[Records for the task — start]

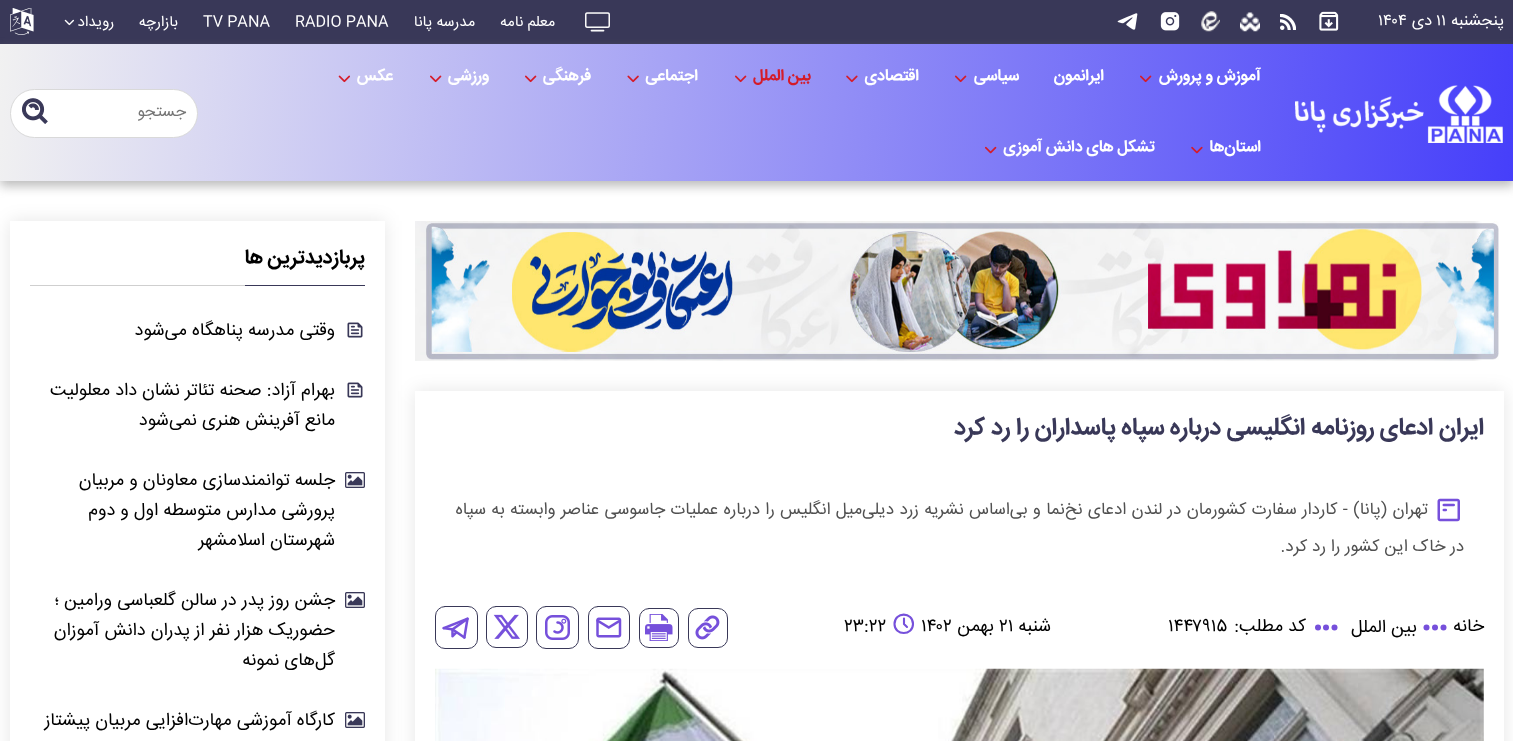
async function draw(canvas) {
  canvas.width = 1513;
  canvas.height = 741;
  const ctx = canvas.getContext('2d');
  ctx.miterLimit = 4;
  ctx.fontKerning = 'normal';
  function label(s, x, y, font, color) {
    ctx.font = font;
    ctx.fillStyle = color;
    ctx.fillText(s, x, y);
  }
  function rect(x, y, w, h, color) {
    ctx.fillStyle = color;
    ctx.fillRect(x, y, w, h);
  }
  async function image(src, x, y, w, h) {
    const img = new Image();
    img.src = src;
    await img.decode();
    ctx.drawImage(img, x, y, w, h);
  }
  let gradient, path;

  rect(0, 0, 1513, 741, '#fff');
  rect(0, 0, 1513, 44, '#393858');
  ctx.direction = 'rtl';
  label('پنجشنبه', 1504, 25, '16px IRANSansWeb', '#fff');
  ctx.direction = 'ltr';
  label('۱۱', 1436, 25, '16px IRANSansWeb', '#fff');
  ctx.direction = 'rtl';
  label('دی', 1432, 25, '16px IRANSansWeb', '#fff');
  ctx.direction = 'ltr';
  label('۱۴۰۴', 1378, 25, '16px IRANSansWeb', '#fff');
  await image('assets/img1.png', 1319, 11, 20, 20);
  await image('assets/img2.png', 1280, 14, 16, 16);
  ctx.fillStyle = '#7d7d7d87';
  ctx.filter = 'blur(5.5px)';
  ctx.beginPath();
  ctx.rect(0, 49, 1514, 137);
  ctx.fill();
  ctx.filter = 'none';
  await image('assets/img3.png', 1240, 12, 20, 20);
  await image('assets/img4.png', 1201, 11, 19, 21);
  await image('assets/img5.png', 1160, 12, 20, 19);
  await image('assets/img6.png', 1117, 13, 21, 17);
  await image('assets/img7.png', 585, 12, 25, 20);
  ctx.direction = 'rtl';
  label('معلم نامه', 555, 26, '15px IRANSansWeb', '#fff');
  label('مدرسه پانا', 475, 26, '15px IRANSansWeb', '#fff');
  ctx.direction = 'ltr';
  label('RADIO PANA', 295, 26, '15px IRANSansWeb', '#fff');
  label('TV PANA', 203, 26, '15px IRANSansWeb', '#fff');
  ctx.direction = 'rtl';
  label('بازارچه', 178, 26, '15px IRANSansWeb', '#fff');
  label('رویداد', 114, 26, '15px IRANSansWeb', '#fff');
  await image('assets/img8.png', 64, 19, 10, 7);
  await image('assets/img9.png', 10, 8, 24, 27);
  gradient = ctx.createLinearGradient(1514, 179, -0.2, 46);
  gradient.addColorStop(0, '#463ffa');
  gradient.addColorStop(1, '#f1f1f1');
  ctx.fillStyle = gradient;
  ctx.fillRect(0, 44, 1513, 137);
  await image('assets/img10.png', 1295, 85, 208, 58);
  label('آموزش و پرورش', 1261, 80, 'bold 16px IRANSansWeb', '#fff');
  await image('assets/img11.png', 1140, 75, 12, 8);
  label('ایرانمون', 1104, 80, 'bold 16px IRANSansWeb', '#fff');
  label('سیاسی', 1019, 80, 'bold 16px IRANSansWeb', '#fff');
  await image('assets/img12.png', 955, 75, 12, 8);
  label('اقتصادی', 919, 80, 'bold 16px IRANSansWeb', '#fff');
  await image('assets/img13.png', 846, 75, 12, 8);
  label('بین الملل', 811, 80, 'bold 16px IRANSansWeb', '#d51b29');
  await image('assets/img14.png', 735, 75, 12, 8);
  label('اجتماعی', 698, 80, 'bold 16px IRANSansWeb', '#fff');
  await image('assets/img15.png', 627, 75, 12, 8);
  label('فرهنگی', 591, 80, 'bold 16px IRANSansWeb', '#fff');
  await image('assets/img16.png', 525, 75, 12, 8);
  label('ورزشی', 489, 80, 'bold 16px IRANSansWeb', '#fff');
  await image('assets/img17.png', 430, 75, 12, 8);
  label('عکس', 393, 80, 'bold 16px IRANSansWeb', '#fff');
  await image('assets/img18.png', 338, 75, 12, 8);
  label('استان‌ها', 1261, 151, 'bold 16px IRANSansWeb', '#fff');
  await image('assets/img19.png', 1191, 146, 12, 8);
  label('تشکل های دانش آموزی', 1155, 151, 'bold 16px IRANSansWeb', '#fff');
  await image('assets/img20.png', 985, 146, 12, 8);
  ctx.beginPath();
  ctx.roundRect(10.5, 89.5, 187, 48, 24);
  ctx.fill();
  ctx.strokeStyle = '#d9d9d9';
  ctx.stroke();
  label('جستجو', 186, 116, '16px IRANSansWeb', '#757575');
  await image('assets/img21.png', 22, 98, 26, 26);
  await image('assets/img22.png', 415, 221, 1084, 140);
  ctx.save();
  path = new Path2D('M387 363H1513V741H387ZM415 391H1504V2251H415Z');
  ctx.clip(path, 'evenodd');
  ctx.fillStyle = '#0000001a';
  ctx.filter = 'blur(9px)';
  ctx.beginPath();
  ctx.rect(415, 391, 1089, 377);
  ctx.fill();
  ctx.filter = 'none';
  ctx.restore();
  label('ایران ادعای ‌روزنامه انگلیسی درباره سپاه پاسداران را رد کرد', 1484, 434, 'bold 24px IRANSansWeb', '#393858');
  await image('assets/img23.png', 1437, 498, 23, 24);
  ctx.wordSpacing = '0.5px';
  label('تهران (پانا) - کاردار سفارت کشورمان در لندن ادعای نخ‌نما و بی‌اساس نشریه زرد دیلی‌میل انگلیس را درباره عملیات جاسوسی عناصر وابسته به سپاه', 1428, 514, '17px IRANSansWeb', '#515151');
  ctx.wordSpacing = '0px';
  label('در خاک این کشور را رد کرد.', 1464, 551, '17px IRANSansWeb', '#515151');
  label('خانه', 1484, 631, '18px IRANSansWeb', '#000');
  ctx.fillStyle = '#7650db';
  ctx.beginPath();
  ctx.arc(1443.5, 627.5, 3, 0, 2 * Math.PI);
  ctx.fill();
  ctx.beginPath();
  ctx.arc(1435, 627.5, 3, 0, 2 * Math.PI);
  ctx.fill();
  ctx.beginPath();
  ctx.arc(1426.5, 627.5, 3, 0, 2 * Math.PI);
  ctx.fill();
  label('بین الملل', 1417, 632, '18px IRANSansWeb', '#000');
  ctx.fillStyle = '#7650db';
  ctx.beginPath();
  ctx.arc(1318, 627.5, 3, 0, 2 * Math.PI);
  ctx.fill();
  ctx.beginPath();
  ctx.arc(1326, 627.5, 3, 0, 2 * Math.PI);
  ctx.fill();
  ctx.beginPath();
  ctx.arc(1334.5, 627.5, 3, 0, 2 * Math.PI);
  ctx.fill();
  label('کد مطلب:', 1306, 631, '18px IRANSansWeb', '#000');
  ctx.direction = 'ltr';
  label('۱۴۴۷۹۱۵', 1168, 631, '18px IRANSansWeb', '#000');
  ctx.direction = 'rtl';
  label('شنبه', 1051, 631, '18px IRANSansWeb', '#000');
  ctx.direction = 'ltr';
  label('۲۱', 999, 631, '18px IRANSansWeb', '#000');
  ctx.direction = 'rtl';
  label('بهمن', 994, 631, '18px IRANSansWeb', '#000');
  ctx.direction = 'ltr';
  label('۱۴۰۲', 921, 631, '18px IRANSansWeb', '#000');
  path = new Path2D('M894.5 624C894.5 636 913 636 913 624C913 611.5 894.5 611.5 894.5 624M904 618.5V624L907 627');
  ctx.strokeStyle = '#7650db';
  ctx.lineWidth = 2.1;
  ctx.lineCap = 'round';
  ctx.lineJoin = 'round';
  ctx.stroke(path);
  label('۲۳:۲۲', 844, 631, '18px IRANSansWeb', '#000');
  ctx.beginPath();
  ctx.roundRect(688.5, 608.5, 39, 39, 9.5);
  ctx.strokeStyle = '#393858';
  ctx.lineWidth = 1;
  ctx.lineJoin = 'miter';
  ctx.stroke();
  await image('assets/img24.png', 695, 615, 25, 25);
  ctx.beginPath();
  ctx.roundRect(639.5, 608.5, 39, 39, 9.5);
  ctx.stroke();
  await image('assets/img25.png', 645, 614, 28, 27);
  ctx.beginPath();
  ctx.roundRect(588.5, 606.5, 41, 42, 9.5);
  ctx.stroke();
  await image('assets/img26.png', 596, 617, 26, 21);
  ctx.beginPath();
  ctx.roundRect(536.5, 606.5, 42, 42, 9.5);
  ctx.stroke();
  await image('assets/img27.png', 545, 615, 25, 25);
  ctx.beginPath();
  ctx.roundRect(486.5, 606.5, 41, 41, 9.5);
  ctx.stroke();
  await image('assets/img28.png', 493, 614, 27, 25);
  ctx.beginPath();
  ctx.roundRect(435.5, 606.5, 42, 42, 9.5);
  ctx.stroke();
  await image('assets/img29.png', 442, 617, 27, 22);
  await image('assets/img30.png', 435, 668, 1049, 73);
  ctx.fillStyle = '#0000001a';
  ctx.filter = 'blur(9px)';
  ctx.beginPath();
  ctx.rect(10, 221, 375, 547);
  ctx.fill();
  ctx.filter = 'none';
  rect(10, 221, 375, 520, '#fff');
  rect(30, 285, 215, 1, '#cfcfcf');
  rect(245, 285, 120, 1, '#393858');
  ctx.direction = 'rtl';
  label('پربازدیدترین ها', 365, 263, 'bold 20px IRANSansWeb', '#000');
  await image('assets/img31.png', 347, 322, 16, 16);
  label('وقتی مدرسه پناهگاه می‌شود', 335, 335, '18px IRANSansWeb', '#000');
  await image('assets/img31.png', 347, 382, 16, 16);
  label('بهرام آزاد: صحنه تئاتر نشان داد معلولیت', 335, 395, '18px IRANSansWeb', '#000');
  label('مانع آفرینش هنری نمی‌شود', 335, 425, '18px IRANSansWeb', '#000');
  await image('assets/img32.png', 345, 472, 20, 16);
  label('جلسه توانمندسازی معاونان و مربیان', 335, 485, '18px IRANSansWeb', '#000');
  label('پرورشی مدارس متوسطه اول و دوم', 335, 515, '18px IRANSansWeb', '#000');
  label('شهرستان اسلامشهر', 335, 545, '18px IRANSansWeb', '#000');
  await image('assets/img32.png', 345, 592, 20, 16);
  label('جشن روز پدر در سالن گلعباسی ورامین ؛', 335, 605, '18px IRANSansWeb', '#000');
  label('حضوریک هزار نفر از', 335, 635, '18px IRANSansWeb', '#000');
  label('پدران دانش آموزان', 190, 635, '18px IRANSansWeb', '#000');
  label('گل‌های نمونه', 335, 665, '18px IRANSansWeb', '#000');
  await image('assets/img32.png', 345, 712, 20, 16);
  label('کارگاه آموزشی مهارت‌افزایی مربیان پیشتاز', 335, 725, '18px IRANSansWeb', '#000');
}

draw(document.querySelector('canvas'));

[Records for the task — finish]

* Description of the task:
Set out exactly, and only, the lines between the first line of the listing and the line containing "label('RADIO PANA', 295, 26, '15px", counting both, while leaving every picture out.

* Answer:
async function draw(canvas) {
  canvas.width = 1513;
  canvas.height = 741;
  const ctx = canvas.getContext('2d');
  ctx.miterLimit = 4;
  ctx.fontKerning = 'normal';
  function label(s, x, y, font, color) {
    ctx.font = font;
    ctx.fillStyle = color;
    ctx.fillText(s, x, y);
  }
  function rect(x, y, w, h, color) {
    ctx.fillStyle = color;
    ctx.fillRect(x, y, w, h);
  }
  async function image(src, x, y, w, h) {
    const img = new Image();
    img.src = src;
    await img.decode();
    ctx.drawImage(img, x, y, w, h);
  }
  let gradient, path;

  rect(0, 0, 1513, 741, '#fff');
  rect(0, 0, 1513, 44, '#393858');
  ctx.direction = 'rtl';
  label('پنجشنبه', 1504, 25, '16px IRANSansWeb', '#fff');
  ctx.direction = 'ltr';
  label('۱۱', 1436, 25, '16px IRANSansWeb', '#fff');
  ctx.direction = 'rtl';
  label('دی', 1432, 25, '16px IRANSansWeb', '#fff');
  ctx.direction = 'ltr';
  label('۱۴۰۴', 1378, 25, '16px IRANSansWeb', '#fff');
  await image('assets/img1.png', 1319, 11, 20, 20);
  await image('assets/img2.png', 1280, 14, 16, 16);
  ctx.fillStyle = '#7d7d7d87';
  ctx.filter = 'blur(5.5px)';
  ctx.beginPath();
  ctx.rect(0, 49, 1514, 137);
  ctx.fill();
  ctx.filter = 'none';
  await image('assets/img3.png', 1240, 12, 20, 20);
  await image('assets/img4.png', 1201, 11, 19, 21);
  await image('assets/img5.png', 1160, 12, 20, 19);
  await image('assets/img6.png', 1117, 13, 21, 17);
  await image('assets/img7.png', 585, 12, 25, 20);
  ctx.direction = 'rtl';
  label('معلم نامه', 555, 26, '15px IRANSansWeb', '#fff');
  label('مدرسه پانا', 475, 26, '15px IRANSansWeb', '#fff');
  ctx.direction = 'ltr';
  label('RADIO PANA', 295, 26, '15px IRANSansWeb', '#fff');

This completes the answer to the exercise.